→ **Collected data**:
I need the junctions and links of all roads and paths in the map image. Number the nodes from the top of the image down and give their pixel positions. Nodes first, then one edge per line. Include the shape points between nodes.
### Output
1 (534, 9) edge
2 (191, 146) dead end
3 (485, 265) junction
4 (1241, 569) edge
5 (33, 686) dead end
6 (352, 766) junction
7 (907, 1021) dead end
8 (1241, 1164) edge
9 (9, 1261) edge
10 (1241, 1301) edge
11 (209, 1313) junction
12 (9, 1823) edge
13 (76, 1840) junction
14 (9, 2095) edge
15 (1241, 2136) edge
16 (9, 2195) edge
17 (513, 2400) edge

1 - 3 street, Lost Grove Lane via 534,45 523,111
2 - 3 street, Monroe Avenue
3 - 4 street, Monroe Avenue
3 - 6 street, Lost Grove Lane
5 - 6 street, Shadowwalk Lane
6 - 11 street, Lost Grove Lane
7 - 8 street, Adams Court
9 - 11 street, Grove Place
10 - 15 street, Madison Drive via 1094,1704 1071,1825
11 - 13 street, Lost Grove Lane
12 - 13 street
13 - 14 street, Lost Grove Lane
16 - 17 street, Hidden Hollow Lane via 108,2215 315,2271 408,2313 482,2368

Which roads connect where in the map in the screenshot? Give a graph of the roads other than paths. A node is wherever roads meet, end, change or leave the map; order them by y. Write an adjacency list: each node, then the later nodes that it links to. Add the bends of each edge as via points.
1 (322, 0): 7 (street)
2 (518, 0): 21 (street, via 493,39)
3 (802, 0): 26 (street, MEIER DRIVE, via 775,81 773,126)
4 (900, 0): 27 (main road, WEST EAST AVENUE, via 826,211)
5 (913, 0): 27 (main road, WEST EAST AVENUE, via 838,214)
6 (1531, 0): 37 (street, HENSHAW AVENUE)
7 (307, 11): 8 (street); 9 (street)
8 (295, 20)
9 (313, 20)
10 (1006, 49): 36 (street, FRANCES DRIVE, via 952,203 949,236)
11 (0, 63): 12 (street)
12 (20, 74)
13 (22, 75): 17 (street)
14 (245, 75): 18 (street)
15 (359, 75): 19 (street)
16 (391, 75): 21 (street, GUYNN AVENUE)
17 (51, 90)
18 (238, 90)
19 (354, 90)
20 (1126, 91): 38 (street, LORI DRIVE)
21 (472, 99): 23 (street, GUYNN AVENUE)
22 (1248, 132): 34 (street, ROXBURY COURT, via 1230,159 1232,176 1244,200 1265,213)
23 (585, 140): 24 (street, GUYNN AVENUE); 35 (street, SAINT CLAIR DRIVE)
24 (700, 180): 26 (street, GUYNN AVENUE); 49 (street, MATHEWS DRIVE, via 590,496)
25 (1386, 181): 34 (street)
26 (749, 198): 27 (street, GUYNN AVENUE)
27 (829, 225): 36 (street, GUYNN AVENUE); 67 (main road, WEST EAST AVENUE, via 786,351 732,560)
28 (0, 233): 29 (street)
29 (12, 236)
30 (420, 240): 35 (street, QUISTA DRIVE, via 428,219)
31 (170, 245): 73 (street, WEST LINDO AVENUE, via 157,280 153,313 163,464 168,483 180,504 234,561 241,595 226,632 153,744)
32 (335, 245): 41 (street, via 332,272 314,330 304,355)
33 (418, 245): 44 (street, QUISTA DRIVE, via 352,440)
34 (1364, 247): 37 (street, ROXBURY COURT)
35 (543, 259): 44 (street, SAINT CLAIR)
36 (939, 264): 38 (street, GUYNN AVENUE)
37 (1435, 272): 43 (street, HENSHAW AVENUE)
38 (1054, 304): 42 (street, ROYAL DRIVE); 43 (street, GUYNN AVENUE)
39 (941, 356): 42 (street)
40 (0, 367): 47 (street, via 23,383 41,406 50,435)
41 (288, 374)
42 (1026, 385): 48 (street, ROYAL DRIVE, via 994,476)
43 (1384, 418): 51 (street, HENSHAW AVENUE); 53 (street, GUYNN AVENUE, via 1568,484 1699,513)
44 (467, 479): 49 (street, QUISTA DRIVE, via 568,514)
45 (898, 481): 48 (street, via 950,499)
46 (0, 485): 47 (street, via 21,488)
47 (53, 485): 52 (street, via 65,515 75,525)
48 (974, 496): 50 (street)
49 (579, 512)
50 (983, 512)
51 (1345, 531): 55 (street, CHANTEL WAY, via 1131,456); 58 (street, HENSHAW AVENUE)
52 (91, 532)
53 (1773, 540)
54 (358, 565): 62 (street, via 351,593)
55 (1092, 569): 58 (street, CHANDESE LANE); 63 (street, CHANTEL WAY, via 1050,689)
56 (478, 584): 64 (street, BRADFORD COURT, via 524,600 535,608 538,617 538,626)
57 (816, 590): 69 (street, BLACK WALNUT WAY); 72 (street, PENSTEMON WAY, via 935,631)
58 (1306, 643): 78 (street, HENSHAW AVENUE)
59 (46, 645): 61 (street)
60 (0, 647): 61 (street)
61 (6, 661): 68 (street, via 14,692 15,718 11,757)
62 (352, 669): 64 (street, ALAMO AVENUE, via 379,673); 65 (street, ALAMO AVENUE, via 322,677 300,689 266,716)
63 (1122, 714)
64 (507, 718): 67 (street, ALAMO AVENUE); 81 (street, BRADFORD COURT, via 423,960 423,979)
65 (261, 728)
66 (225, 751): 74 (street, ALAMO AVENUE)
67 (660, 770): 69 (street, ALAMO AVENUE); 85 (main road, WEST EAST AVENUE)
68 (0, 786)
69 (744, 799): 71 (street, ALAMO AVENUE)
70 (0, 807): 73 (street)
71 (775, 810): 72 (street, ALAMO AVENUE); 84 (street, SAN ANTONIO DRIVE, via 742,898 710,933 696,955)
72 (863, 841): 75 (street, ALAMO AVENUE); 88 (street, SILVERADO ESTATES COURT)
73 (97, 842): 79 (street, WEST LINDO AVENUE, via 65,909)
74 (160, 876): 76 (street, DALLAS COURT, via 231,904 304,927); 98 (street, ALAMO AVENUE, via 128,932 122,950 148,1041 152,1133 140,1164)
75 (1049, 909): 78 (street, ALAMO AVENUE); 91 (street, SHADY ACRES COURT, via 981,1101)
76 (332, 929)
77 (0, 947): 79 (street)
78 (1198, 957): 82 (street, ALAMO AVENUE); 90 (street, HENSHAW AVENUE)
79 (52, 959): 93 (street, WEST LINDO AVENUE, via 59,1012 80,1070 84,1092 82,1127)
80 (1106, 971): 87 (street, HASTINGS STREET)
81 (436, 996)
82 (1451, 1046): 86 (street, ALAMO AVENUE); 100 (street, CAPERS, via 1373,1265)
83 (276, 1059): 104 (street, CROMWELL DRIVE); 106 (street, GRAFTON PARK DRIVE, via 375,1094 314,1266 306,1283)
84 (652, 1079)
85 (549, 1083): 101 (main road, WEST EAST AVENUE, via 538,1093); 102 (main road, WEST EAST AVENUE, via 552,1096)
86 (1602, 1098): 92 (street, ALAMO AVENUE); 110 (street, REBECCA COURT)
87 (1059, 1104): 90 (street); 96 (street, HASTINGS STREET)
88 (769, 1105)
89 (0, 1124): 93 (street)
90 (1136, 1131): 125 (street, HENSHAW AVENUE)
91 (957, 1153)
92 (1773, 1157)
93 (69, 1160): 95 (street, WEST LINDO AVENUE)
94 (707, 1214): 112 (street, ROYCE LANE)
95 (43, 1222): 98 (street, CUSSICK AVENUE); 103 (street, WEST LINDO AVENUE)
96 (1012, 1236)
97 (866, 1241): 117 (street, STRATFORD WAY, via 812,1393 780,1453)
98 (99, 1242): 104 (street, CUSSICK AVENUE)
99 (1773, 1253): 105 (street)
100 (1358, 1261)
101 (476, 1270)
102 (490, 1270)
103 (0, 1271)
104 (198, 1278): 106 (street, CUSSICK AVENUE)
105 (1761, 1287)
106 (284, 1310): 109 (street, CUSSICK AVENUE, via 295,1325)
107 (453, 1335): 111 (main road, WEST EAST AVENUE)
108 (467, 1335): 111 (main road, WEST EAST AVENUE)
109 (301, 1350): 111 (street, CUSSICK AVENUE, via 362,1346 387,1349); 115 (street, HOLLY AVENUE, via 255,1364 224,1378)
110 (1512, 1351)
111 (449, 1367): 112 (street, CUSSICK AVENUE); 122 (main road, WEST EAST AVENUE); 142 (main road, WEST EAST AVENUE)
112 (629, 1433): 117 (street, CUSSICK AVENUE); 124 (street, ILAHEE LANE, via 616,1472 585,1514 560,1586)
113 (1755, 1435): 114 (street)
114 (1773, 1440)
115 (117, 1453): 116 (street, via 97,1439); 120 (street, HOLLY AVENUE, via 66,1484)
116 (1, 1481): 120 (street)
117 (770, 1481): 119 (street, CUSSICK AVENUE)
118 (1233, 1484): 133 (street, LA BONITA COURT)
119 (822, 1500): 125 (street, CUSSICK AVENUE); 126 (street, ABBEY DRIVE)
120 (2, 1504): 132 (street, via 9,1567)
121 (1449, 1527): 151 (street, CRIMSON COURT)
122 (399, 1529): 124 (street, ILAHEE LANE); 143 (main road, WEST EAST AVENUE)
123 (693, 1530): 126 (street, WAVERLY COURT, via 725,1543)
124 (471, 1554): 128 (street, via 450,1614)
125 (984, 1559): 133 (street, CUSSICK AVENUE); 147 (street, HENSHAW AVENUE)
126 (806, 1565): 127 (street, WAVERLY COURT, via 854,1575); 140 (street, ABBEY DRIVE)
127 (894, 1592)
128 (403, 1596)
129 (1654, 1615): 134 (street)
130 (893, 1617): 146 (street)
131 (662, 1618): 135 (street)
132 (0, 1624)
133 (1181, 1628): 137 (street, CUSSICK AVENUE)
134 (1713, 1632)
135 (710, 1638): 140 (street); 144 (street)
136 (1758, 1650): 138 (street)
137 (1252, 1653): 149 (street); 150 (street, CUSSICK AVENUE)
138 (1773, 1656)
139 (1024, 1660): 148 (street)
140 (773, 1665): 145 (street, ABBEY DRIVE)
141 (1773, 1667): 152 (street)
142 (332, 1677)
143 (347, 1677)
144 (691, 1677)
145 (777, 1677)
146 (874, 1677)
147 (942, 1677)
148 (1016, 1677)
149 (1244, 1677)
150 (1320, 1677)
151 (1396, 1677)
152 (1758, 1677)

→ **THE PROBLEM**: Every line of the entries above that holds "main" should be copied out.

→ **ANSWER TO THE PROBLEM**:
4 (900, 0): 27 (main road, WEST EAST AVENUE, via 826,211)
5 (913, 0): 27 (main road, WEST EAST AVENUE, via 838,214)
27 (829, 225): 36 (street, GUYNN AVENUE); 67 (main road, WEST EAST AVENUE, via 786,351 732,560)
67 (660, 770): 69 (street, ALAMO AVENUE); 85 (main road, WEST EAST AVENUE)
85 (549, 1083): 101 (main road, WEST EAST AVENUE, via 538,1093); 102 (main road, WEST EAST AVENUE, via 552,1096)
107 (453, 1335): 111 (main road, WEST EAST AVENUE)
108 (467, 1335): 111 (main road, WEST EAST AVENUE)
111 (449, 1367): 112 (street, CUSSICK AVENUE); 122 (main road, WEST EAST AVENUE); 142 (main road, WEST EAST AVENUE)
122 (399, 1529): 124 (street, ILAHEE LANE); 143 (main road, WEST EAST AVENUE)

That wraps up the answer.